Elkind has made significant scientific contributions in
radiation therapy of cancer over the course of his 45-year
career. Elkind worked with Withers, a practicing doctor, to
describe the response of normal and malignant cells to ionizing
radiation. Their findings led to a better understanding of how to
adjust radiation exposures for maximum effect on tumors with
minimum harm to normal tissue.
Elkind's research helped initiate the scientific basis for
current radiation therapy, which is administered to about one-
third of all cancer patients worldwide. His contribution was so
significant that the process by which cells repair radiation
damage is commonly known as Elkind Repair.

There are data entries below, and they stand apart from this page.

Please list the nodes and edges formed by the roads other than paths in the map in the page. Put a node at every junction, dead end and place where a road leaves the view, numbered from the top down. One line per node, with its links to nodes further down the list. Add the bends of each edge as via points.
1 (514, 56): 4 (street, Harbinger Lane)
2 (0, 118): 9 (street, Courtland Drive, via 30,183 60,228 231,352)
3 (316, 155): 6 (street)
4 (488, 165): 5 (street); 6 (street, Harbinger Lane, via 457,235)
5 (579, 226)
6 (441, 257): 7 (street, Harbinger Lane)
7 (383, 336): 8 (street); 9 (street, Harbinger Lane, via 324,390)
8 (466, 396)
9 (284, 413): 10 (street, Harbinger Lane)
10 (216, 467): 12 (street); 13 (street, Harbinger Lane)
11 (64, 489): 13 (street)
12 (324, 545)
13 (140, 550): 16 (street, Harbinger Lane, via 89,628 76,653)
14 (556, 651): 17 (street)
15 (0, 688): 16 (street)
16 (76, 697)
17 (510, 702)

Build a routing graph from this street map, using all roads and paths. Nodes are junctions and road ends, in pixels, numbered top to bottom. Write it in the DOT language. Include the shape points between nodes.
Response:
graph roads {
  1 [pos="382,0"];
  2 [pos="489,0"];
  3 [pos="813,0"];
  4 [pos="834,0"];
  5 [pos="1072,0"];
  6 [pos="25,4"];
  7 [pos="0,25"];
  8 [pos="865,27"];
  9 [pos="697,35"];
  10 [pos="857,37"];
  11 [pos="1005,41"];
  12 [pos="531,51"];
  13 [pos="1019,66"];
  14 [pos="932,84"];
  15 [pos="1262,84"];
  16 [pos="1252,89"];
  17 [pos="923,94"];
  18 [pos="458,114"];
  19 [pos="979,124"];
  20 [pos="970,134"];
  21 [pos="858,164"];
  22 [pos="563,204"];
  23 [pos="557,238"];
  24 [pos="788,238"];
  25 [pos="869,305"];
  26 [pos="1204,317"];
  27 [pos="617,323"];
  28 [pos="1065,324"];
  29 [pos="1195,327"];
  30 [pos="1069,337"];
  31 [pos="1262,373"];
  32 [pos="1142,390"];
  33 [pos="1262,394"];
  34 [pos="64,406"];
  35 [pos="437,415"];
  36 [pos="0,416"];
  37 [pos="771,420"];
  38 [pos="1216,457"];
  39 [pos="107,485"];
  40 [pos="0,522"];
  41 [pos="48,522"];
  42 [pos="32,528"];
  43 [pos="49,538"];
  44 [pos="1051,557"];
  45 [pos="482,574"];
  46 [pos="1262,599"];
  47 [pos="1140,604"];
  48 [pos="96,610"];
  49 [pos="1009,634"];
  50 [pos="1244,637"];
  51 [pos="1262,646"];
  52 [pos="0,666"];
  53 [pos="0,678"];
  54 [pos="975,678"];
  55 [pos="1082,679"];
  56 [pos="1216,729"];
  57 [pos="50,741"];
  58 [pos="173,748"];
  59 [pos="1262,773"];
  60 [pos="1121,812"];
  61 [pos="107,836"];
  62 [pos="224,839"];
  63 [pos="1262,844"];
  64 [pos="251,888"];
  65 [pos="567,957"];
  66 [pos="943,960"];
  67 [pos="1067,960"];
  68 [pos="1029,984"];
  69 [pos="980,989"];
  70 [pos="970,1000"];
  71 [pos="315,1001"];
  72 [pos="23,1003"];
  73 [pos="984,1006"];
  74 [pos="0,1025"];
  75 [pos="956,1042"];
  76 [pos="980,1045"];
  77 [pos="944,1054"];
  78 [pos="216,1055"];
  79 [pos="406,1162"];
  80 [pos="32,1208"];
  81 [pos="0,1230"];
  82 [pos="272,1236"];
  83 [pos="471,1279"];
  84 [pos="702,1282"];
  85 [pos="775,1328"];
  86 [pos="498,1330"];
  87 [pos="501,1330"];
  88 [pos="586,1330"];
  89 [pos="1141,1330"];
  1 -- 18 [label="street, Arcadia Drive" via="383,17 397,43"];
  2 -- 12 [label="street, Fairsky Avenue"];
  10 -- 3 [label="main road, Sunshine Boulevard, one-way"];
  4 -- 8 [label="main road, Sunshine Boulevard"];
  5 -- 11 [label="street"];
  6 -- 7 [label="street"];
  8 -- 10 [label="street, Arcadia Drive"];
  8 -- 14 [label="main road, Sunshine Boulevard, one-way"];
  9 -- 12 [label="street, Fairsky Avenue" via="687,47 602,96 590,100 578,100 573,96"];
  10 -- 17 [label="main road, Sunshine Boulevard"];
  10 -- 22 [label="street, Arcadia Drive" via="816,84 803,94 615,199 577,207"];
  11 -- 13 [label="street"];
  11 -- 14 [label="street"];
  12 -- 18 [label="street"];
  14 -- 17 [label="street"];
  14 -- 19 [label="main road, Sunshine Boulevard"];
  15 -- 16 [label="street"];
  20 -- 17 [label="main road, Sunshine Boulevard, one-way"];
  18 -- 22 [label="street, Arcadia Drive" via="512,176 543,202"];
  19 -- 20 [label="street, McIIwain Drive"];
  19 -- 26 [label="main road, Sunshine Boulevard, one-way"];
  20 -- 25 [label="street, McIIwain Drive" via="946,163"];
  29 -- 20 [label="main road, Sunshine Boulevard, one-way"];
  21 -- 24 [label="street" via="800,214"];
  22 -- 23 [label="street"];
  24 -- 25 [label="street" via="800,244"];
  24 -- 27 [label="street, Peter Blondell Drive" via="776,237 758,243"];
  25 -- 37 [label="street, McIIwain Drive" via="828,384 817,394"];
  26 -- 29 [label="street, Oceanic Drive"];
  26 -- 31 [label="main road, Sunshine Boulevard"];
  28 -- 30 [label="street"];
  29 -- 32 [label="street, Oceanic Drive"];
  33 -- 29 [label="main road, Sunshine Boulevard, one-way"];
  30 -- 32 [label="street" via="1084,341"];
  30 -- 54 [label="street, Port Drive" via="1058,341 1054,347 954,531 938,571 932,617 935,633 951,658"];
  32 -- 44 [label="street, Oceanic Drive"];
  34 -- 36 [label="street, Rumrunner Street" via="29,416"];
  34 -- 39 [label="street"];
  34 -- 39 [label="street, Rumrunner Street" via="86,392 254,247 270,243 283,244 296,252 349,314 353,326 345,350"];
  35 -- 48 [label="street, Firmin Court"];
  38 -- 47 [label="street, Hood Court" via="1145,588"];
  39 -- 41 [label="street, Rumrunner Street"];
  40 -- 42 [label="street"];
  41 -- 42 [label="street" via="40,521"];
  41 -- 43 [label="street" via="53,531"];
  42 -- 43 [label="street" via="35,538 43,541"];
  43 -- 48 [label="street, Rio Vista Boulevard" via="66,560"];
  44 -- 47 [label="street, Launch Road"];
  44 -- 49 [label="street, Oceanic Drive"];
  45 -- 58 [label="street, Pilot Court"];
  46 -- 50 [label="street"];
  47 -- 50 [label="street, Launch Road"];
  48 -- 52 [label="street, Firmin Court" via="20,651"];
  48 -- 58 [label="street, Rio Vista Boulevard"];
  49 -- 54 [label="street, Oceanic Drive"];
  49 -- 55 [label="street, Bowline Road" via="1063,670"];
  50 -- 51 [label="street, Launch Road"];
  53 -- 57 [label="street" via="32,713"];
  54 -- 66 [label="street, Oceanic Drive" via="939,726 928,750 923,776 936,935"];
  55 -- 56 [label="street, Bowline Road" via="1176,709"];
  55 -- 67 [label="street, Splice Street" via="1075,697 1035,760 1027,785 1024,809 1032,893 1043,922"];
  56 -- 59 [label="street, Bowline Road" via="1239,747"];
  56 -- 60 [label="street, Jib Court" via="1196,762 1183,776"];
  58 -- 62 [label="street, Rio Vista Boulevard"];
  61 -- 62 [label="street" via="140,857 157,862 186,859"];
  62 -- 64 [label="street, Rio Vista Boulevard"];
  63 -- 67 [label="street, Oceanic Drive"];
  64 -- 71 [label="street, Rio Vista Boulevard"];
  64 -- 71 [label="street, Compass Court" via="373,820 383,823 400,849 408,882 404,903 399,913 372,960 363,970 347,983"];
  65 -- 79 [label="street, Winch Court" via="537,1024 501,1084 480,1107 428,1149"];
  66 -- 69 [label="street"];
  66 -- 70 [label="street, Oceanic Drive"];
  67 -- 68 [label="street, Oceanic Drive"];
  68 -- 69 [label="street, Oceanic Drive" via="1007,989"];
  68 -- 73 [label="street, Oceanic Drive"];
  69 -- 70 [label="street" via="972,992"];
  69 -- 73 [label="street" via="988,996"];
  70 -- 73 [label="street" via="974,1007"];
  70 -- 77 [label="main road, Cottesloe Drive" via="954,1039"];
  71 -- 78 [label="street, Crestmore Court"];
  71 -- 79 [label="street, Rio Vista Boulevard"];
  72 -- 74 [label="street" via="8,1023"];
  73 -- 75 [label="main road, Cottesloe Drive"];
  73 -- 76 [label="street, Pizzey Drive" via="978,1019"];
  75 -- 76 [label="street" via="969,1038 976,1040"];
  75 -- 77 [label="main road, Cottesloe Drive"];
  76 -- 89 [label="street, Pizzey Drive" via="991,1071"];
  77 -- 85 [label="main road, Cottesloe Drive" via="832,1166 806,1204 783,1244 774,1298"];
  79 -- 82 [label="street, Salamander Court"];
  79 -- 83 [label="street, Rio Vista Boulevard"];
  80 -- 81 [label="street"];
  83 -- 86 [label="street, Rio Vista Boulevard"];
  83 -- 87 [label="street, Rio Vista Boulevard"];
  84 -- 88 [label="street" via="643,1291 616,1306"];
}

His current research focuses on how cells are induced to
become cancerous after exposure to radiation. His studies in
radiation-induced breast cancer suggest that, unlike other
tissues in the body, breast cells in susceptible women do not
fully repair themselves--even when there are long periods between
radiation exposures.
Elkind suggests that breast cancer is one of the leading
causes of death in women today because of diagnostic radiation
exposures such as mammography used 40 years ago, which could have
been 10 to 20 times higher than current mammography exposures.
"We are proud to have a scientist and teacher of Dr.
Elkind's stature at Colorado State University," said Judson
Harper, vice president for research and information technology.
"His contributions to radiation science changed the way radiation
exposures are delivered to patients. His tireless efforts
continue to shed new light on the biological effects of
radiation."
The Fermi Award marks the second major honor given to Elkind
this year. In April, Elkind traveled to Germany to receive the
Roentgen-Plakette Award, given in honor of physicist Wilhelm
Conrad Roentgen, the discoverer of X-rays.
Elkind has received many other distinguished national and
international awards throughout his career, including the E.O.
Lawrence Award from the U.S. Atomic Energy Commission in 1967 and
the Charles F. Kettering Prize from the General Motors Cancer
Research Foundation in 1989. Elkind currently is a member on the
board of directors of the National Coalition for Cancer Research.